An Overview of Recent Data Breaches
Yet, we recently conducted a survey of over 1000 business, IT, and security executives, which found that 80% of respondents said they’d had a data breach in the last 12 months. When we look at the responses from security executives alone – the segment of respondents closest to the issue and the most in the know -- 87% of respondents said they had a breach within the last 12 months.
These are stark numbers indeed. Even if you take the mindset that it’s when, not if you’ll experience a data breach, for 87% or more of you the when will be in the next 12 months.[Source]

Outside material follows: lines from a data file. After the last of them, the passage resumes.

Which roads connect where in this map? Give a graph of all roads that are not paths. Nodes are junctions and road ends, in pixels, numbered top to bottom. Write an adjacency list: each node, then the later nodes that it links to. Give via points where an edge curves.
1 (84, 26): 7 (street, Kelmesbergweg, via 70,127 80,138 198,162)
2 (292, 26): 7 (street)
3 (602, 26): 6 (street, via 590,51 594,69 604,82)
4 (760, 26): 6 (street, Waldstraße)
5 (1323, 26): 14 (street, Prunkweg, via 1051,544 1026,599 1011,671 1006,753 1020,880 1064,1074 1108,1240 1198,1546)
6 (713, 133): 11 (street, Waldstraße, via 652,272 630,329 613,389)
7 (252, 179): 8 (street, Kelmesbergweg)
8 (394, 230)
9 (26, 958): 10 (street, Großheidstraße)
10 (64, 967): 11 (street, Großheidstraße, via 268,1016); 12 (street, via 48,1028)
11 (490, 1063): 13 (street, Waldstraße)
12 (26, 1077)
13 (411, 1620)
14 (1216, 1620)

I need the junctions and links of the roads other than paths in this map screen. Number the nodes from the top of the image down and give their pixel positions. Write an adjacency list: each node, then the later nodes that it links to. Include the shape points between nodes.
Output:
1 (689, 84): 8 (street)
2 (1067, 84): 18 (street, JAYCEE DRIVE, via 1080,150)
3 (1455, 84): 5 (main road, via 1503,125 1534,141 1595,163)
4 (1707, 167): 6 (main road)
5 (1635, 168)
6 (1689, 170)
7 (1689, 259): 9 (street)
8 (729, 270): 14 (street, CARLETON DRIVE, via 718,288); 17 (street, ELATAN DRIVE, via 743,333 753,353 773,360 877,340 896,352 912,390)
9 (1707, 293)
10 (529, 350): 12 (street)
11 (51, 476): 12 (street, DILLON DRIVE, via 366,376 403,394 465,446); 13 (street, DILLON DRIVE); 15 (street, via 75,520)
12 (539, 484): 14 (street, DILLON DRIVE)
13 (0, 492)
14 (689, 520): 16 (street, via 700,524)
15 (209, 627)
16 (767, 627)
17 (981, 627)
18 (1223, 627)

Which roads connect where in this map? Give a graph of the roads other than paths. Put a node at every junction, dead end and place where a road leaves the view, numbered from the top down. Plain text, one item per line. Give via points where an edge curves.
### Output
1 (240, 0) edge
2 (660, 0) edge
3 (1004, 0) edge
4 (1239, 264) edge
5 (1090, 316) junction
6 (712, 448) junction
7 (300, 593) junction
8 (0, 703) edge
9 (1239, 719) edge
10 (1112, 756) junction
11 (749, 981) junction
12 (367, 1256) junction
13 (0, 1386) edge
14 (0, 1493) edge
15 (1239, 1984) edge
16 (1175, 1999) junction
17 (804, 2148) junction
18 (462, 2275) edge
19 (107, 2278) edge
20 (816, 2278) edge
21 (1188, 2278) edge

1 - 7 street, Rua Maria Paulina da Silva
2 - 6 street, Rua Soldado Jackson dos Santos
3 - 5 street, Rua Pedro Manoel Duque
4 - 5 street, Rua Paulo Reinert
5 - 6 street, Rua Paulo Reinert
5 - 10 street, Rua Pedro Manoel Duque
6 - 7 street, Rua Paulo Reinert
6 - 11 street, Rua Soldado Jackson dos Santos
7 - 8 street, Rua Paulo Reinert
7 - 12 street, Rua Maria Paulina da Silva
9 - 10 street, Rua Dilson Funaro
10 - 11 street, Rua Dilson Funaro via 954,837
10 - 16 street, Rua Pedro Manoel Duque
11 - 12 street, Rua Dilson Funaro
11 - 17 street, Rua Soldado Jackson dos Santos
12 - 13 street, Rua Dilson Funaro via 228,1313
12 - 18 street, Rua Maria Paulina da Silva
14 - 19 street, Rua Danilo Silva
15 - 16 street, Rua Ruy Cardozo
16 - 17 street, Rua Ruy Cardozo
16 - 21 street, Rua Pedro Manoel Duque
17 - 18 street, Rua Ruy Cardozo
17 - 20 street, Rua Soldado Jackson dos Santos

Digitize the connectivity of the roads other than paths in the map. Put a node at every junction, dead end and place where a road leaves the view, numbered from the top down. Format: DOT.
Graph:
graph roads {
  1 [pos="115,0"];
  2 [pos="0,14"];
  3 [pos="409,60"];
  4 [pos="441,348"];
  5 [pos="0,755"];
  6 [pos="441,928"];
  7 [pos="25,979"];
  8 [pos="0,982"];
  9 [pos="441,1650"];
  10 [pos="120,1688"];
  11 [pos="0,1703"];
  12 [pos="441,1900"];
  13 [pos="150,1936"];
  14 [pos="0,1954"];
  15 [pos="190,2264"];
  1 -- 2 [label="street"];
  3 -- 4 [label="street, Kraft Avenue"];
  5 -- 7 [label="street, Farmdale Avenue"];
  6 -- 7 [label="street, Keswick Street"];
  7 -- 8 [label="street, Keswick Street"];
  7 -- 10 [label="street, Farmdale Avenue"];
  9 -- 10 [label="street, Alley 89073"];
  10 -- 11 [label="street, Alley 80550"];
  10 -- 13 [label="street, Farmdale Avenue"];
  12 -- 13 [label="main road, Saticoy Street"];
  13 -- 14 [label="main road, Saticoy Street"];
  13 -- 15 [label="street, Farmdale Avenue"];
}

And data breaches have a profound business impact. According to IBM, the global average cost of a data breach in 2024 is $4.88M, 1 10% increase over 2023, and the highest total ever. [Source]
The total estimated cost of cybercrime is forecast to continuously increase between 2024 and 2029 from $9.22 trillion in 2024 to a whopping $15.62 trillion in 2029. [Source]
To give some context, that is more than all but two nations' Gross Domestic Product (GDP). So, to say that it is a major problem is basically an understatement. [Source]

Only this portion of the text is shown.